6.2 Naar het oordeel van de rechtbank staat geen bestuursrechtelijke rechtsgang open tegen het besluit van de burgemeester tot wijziging van zijn beleidsregels over het gedogen van coffeeshops. Tegen dit besluit is geen bijzondere rechtsgang geopend en beroep op grond van de Awb is evenmin mogelijk. Artikel 8:2, aanhef en onder a, van de Awb bepaalt immers dat geen beroep kan worden ingesteld tegen een besluit inhoudende een algemeen verbindend voorschrift of een beleidsregel. Weliswaar zou Moby Dick in het kader van het beroep tegen een eventueel besluit van de burgemeester op grond van artikel 13b van de Opiumwet de rechtmatigheid van de beleidsregels aan de orde kunnen stellen, maar van Moby Dick kan niet worden verlangd dat zij het daarop laat aankomen om de onverbindendheid van de beleidsregels vast te laten stellen (Hoge Raad 11 oktober 1996, NJ 1997/165).

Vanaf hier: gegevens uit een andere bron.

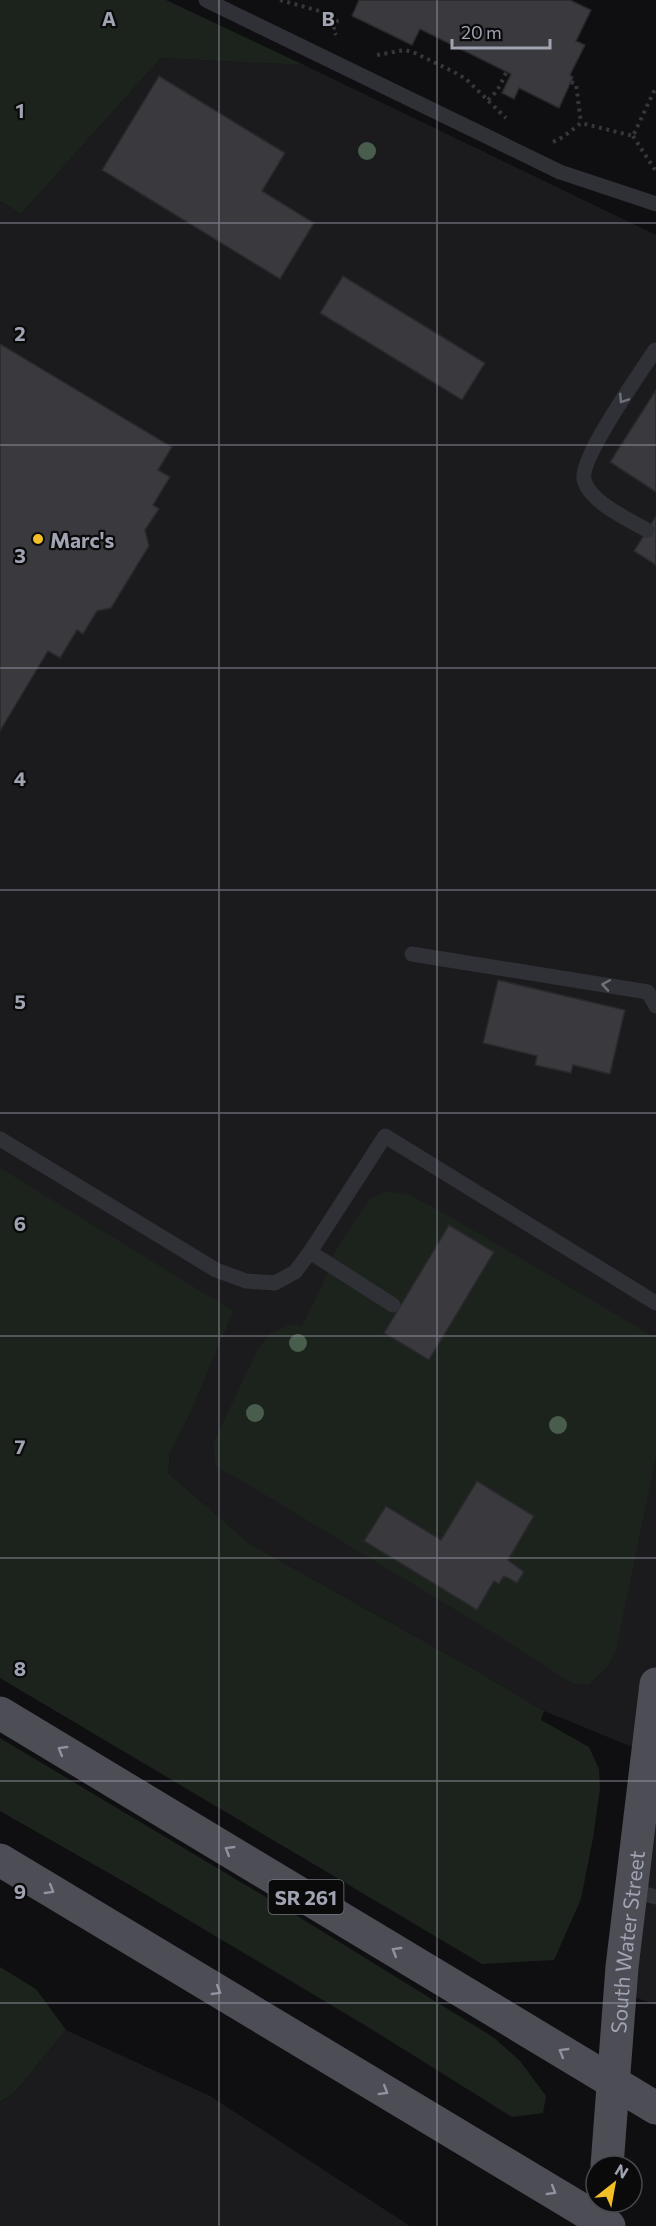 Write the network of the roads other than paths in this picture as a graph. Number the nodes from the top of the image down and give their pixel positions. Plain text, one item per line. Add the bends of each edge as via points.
1 (206, 0) edge
2 (656, 204) edge
3 (655, 350) edge
4 (647, 530) dead end
5 (412, 954) dead end
6 (656, 1006) edge
7 (0, 1139) edge
8 (310, 1252) junction
9 (656, 1303) edge
10 (393, 1305) dead end
11 (656, 1692) edge
12 (0, 1713) edge
13 (0, 1860) edge
14 (644, 1893) edge
15 (613, 2082) junction
16 (656, 2108) edge
17 (608, 2154) edge
18 (605, 2219) edge

1 - 2 lane via 560,172
3 -> 4 lane via 598,439 586,462 584,478 592,493 608,508
6 -> 5 lane via 648,992
7 - 8 lane via 216,1270 246,1281 275,1283 295,1272
8 - 9 lane via 386,1136
8 - 10 lane
11 - 14 main road, South Water Street
15 -> 12 main road, SR 261
13 -> 18 main road
14 - 15 main road, South Water Street via 622,1967
15 - 16 main road, SR 261
15 - 17 main road, South Water Street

6.3 Het op 16 mei 2006 door de raad genomen besluit tot vaststelling van de APV is evenmin vatbaar voor beroep. Dit volgt eveneens uit artikel 8:2, aanhef en onder a, van de Awb. Buiten twijfel staat dat de APV is aan te merken als een algemeen verbindend voorschrift. Een bijzondere rechtsgang buiten de Awb om bestaat ook hier niet.

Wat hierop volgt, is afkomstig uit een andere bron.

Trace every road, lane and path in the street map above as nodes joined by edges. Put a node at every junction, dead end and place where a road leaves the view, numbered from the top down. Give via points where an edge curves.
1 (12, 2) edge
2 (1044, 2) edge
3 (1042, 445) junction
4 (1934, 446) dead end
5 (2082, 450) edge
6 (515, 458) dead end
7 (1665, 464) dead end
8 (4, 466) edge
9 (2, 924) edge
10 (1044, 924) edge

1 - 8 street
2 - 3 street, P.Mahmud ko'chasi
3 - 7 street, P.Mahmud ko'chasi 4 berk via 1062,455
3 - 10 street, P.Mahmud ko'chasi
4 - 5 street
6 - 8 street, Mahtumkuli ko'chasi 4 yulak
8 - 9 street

6.4 Het is echter niet zonder meer duidelijk of beroep mogelijk is tegen het besluit van de burgemeester tot beperking van de openingstijden, zoals dat blijkt uit de brief aan Moby Dick van 6 juni 2006 (ro. 2.7). Het is de vraag of dit besluit een algemeen verbindend voorschrift inhoudt, een besluit van algemene strekking niet zijnde een algemeen verbindend voorschrift of een beschikking is. In de laatste twee gevallen is het mogelijk om op grond van artikel 8:1 van de Awb beroep in te stellen tegen dat besluit. Als geen beroep is ingesteld, dient de rechtbank in beginsel van de geldigheid van het besluit uit te gaan, behoudens indien de daaraan verbonden bezwaren door bijkomende omstandigheden zo klemmend worden dat op dat beginsel een uitzondering moet worden aanvaard. Hetzelfde geldt als gebruik is gemaakt van een bestuursrechtelijke rechtsgang als vorenbedoeld, in welk geval de rechtbank van de geldigheid van het besluit dient uit te gaan, zolang het niet is vernietigd.

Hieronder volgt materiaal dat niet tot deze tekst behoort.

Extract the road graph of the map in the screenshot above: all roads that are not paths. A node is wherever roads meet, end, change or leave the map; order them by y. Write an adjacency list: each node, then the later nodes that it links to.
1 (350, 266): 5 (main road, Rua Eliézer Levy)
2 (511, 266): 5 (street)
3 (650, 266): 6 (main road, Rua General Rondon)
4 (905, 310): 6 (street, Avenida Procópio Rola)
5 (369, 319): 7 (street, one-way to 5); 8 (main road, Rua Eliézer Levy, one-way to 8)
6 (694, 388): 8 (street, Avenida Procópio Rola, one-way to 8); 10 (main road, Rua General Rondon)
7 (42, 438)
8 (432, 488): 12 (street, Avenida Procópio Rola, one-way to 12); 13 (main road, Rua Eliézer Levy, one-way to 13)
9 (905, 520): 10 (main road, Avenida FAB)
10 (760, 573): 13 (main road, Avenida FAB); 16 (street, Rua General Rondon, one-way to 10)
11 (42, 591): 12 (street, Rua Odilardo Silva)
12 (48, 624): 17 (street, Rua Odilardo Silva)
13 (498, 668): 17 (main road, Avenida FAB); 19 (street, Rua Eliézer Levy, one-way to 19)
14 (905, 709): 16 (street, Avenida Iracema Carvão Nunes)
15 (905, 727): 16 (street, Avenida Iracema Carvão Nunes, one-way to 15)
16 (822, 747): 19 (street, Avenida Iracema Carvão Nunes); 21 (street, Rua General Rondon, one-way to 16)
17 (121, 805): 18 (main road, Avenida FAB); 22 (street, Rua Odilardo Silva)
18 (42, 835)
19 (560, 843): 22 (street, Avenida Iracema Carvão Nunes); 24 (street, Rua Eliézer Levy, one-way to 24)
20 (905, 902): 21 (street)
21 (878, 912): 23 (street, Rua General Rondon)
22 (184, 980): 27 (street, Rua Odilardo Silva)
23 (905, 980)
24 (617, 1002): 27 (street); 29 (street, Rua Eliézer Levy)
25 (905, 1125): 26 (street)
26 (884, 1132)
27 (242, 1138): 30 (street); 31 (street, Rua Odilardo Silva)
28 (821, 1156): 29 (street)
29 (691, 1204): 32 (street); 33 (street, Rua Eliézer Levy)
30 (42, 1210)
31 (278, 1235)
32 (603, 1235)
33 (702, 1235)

6.5 Moby Dick heeft zich al wel over dit punt uitgelaten in punt 1.3 van de akte van 9 augustus 2006, zij het in een andere context. De gemeente is hier echter niet specifiek op ingegaan. Zij zal de gelegenheid krijgen dit alsnog bij akte te doen en dient daarbij specifiek toe te lichten:
- of de brief van 6 juni 2006 het besluit van de burgemeester bevat dan wel de mededeling is van een afzonderlijk, op schrift gesteld besluit, in welk geval dit besluit moet worden overgelegd;
- of de overige in de gemeente gevestigde coffeeshops op dezelfde wijze op de hoogte zijn gesteld van het besluit van de burgemeester als Moby Dick, zo ja dan dienen de betreffende brieven te worden overgelegd;
- of, en zo ja hoe, het besluit van de burgemeester nog op een andere wijze is bekendgemaakt, onder overlegging van bescheiden waaruit dit blijkt.